By Gerry DoyleMike Stone

焦点:米軍、対中抑止へインド太平洋で「量産型対艦兵器」増強

[シンガポール 17日 ロイター] – 米国はインド太平洋地域で中国に対する軍事的抑止力を高め、この地域に駐留する米軍を強化する取り組みの一環として、大量かつ容易に製造できる対艦兵器の保有数を増やしている。

ロシアによるウクライナ侵攻を受けて、米国では軍事戦略として比較的安価な兵器を大量に常備する「アフォーダブル・マス(手頃な価格の量産型兵器保有)」という新たな考え方が台頭してきた。
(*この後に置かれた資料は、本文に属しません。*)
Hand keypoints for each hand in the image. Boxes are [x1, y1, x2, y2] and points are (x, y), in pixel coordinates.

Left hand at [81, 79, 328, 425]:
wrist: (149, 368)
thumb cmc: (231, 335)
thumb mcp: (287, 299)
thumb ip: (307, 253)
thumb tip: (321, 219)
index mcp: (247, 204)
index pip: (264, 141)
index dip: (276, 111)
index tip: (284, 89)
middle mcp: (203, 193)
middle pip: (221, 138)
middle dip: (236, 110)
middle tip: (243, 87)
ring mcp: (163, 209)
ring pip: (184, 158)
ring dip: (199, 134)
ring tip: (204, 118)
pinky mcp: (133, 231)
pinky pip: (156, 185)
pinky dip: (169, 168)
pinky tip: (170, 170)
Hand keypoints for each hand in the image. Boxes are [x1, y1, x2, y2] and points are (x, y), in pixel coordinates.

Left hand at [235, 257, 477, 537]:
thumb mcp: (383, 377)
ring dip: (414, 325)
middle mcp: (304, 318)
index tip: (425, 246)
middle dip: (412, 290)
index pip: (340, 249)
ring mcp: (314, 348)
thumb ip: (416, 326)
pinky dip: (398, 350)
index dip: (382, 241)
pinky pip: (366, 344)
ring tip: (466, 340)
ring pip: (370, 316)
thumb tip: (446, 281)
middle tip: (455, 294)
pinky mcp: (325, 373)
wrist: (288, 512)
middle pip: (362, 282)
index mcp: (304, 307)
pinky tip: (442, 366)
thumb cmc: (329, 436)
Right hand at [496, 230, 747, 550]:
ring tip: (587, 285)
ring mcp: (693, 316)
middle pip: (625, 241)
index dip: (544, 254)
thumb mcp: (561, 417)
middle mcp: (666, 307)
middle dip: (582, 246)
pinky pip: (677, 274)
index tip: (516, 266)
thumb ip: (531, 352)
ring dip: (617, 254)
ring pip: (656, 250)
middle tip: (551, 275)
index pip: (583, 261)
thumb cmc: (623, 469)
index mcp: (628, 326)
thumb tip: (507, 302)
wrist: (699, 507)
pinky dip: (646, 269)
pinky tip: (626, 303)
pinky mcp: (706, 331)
オーストラリア戦略政策研究所のシニアアナリスト、ユアン・グラハム氏はこうした戦略について、対艦型を含む通常型弾道ミサイルや艦船など中国の軍事力を考えれば「当然の対応」だと述べた。

米国が力を注ぐのは、安価で大量生産が可能でありながら強力な破壊力を持つ対艦誘導爆弾「クイックシンク」の試験だ。クイックシンクは低コストのGPS(全地球測位システム)誘導装置と、移動する目標を追尾できるシーカー(目標追尾装置)を備えている。米空軍は先月メキシコ湾でステルス型戦略爆撃機「B2」から艦船に向けてクイックシンクを発射する試験を行った。

専門家によると、中国は依然として対艦ミサイル保有数の面でかなり優位に立っている。しかし米国がクイックシンクの生産を増やすことで、将来有事が起きた際に、中国が保有する370余りの艦船を脅かして戦力差を縮小することが可能になる。
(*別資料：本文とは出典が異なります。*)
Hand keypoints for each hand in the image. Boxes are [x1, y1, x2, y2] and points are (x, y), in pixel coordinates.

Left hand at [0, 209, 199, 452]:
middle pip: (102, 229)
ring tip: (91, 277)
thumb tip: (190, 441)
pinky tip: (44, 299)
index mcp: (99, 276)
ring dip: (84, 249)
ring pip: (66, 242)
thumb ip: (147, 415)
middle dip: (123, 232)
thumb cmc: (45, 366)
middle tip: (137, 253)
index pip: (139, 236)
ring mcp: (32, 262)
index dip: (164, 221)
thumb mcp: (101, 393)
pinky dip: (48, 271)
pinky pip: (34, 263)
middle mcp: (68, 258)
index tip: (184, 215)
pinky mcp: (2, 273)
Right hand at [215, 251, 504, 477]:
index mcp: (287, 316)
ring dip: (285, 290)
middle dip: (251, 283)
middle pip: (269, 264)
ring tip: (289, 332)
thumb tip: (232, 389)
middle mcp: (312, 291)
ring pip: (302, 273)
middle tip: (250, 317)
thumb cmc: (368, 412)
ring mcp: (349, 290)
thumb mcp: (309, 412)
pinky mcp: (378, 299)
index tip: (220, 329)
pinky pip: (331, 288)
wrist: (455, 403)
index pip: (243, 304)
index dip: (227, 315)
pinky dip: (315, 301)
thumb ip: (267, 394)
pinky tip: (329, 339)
クイックシンクはまだ開発途上で、本体はボーイング(BA.N), opens new tabが、シーカーはBAEシステムズ(BAES.L), opens new tabが製造を請け負っている。米国や同盟国に配備し、誘導装置のない通常型爆弾を誘導兵器に変える低コストの「爆弾用精密誘導装置(JDAM)」と組み合わせた使用が想定されている。

消息筋の話では、米インド太平洋軍司令部は数千個規模のクイックシンクの配備を求めており、既に配備も済んでいるが、正確な数は機密情報だとして明らかになっていない。この関係者は、このような手頃な価格の量産型兵器が潤沢に配備されれば、中国艦船の防御能力を圧倒する公算が大きいとの見方を示した。
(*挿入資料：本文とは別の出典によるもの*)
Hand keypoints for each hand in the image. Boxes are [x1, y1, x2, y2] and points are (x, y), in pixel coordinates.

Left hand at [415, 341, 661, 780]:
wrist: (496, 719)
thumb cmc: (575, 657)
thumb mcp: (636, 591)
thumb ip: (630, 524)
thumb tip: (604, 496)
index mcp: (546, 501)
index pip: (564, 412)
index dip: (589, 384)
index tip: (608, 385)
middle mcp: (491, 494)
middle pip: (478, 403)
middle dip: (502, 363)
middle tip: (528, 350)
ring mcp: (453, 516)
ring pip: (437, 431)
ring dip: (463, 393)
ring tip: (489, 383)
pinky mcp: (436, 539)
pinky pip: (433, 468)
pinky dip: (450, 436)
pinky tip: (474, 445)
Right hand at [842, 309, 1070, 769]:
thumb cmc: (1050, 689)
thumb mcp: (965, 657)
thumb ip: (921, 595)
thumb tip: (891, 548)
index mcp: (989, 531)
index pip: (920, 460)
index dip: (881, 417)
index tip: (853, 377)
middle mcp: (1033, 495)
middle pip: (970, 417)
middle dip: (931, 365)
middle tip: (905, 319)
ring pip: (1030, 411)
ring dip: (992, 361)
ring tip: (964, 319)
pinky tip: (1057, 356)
米軍はまず長距離対艦ミサイル(LRASM)や対空ミサイル「SM6」で中国の艦船やレーダーに損傷を与え、その後クイックシックのような低コスト兵器で艦船を攻撃するシナリオを立てている。

<多様化する兵器>

米国はアジア地域に多種多様な対艦兵器を集めている。4月には米陸軍が新しい地上配備型中距離ミサイルシステム「MRCタイフォン」をフィリピンに展開した。これは既存の部品を使い低コストで開発されたシステムで、SM6や巡航ミサイル「トマホーク」を海上の目標に対して発射できる。

米軍はインド太平洋地域におけるミサイル配備数を明らかにしていないが、兵器調達に関する政府文書によると今後5年間で800発強のSM6ミサイルが調達予定となっている。また、米軍が既に数千発のトマホークや数十万発のJDAMを保有していることも確認されている。

オーストラリア戦略政策研究所のグラハム氏によると、西太平洋と(沖縄から台湾、フィリピンを結ぶ)第一列島線において米海軍の移動を制限するのが中国の戦略だ。

これに対して米軍がフィリピンなどに対艦兵器を配置すれば、南シナ海の大半の地域を射程内に収めることができる。中国は南シナ海の90%の領有権を主張しているが、東南アジアの5カ国と台湾が異議を唱えている。

シンガポールのS・ラジャラトナム国際学院のコリン・コー氏は米国の新戦略について「ある意味で戦う土俵を同じにすることだ」と指摘する。

同氏は、親イラン武装組織フーシ派が紅海で民間船舶に対してローテクの対艦兵器を使用し、米国などが対抗するために高価な兵器を展開せざるを得なかった事例を挙げた上で、「紅海のケースを見れば対艦ミサイルはコスト面では防御側が不利なのは明白。攻撃型ミサイルシステムは、たとえ量が少なくてもある程度の抑止力が見込める」と述べた。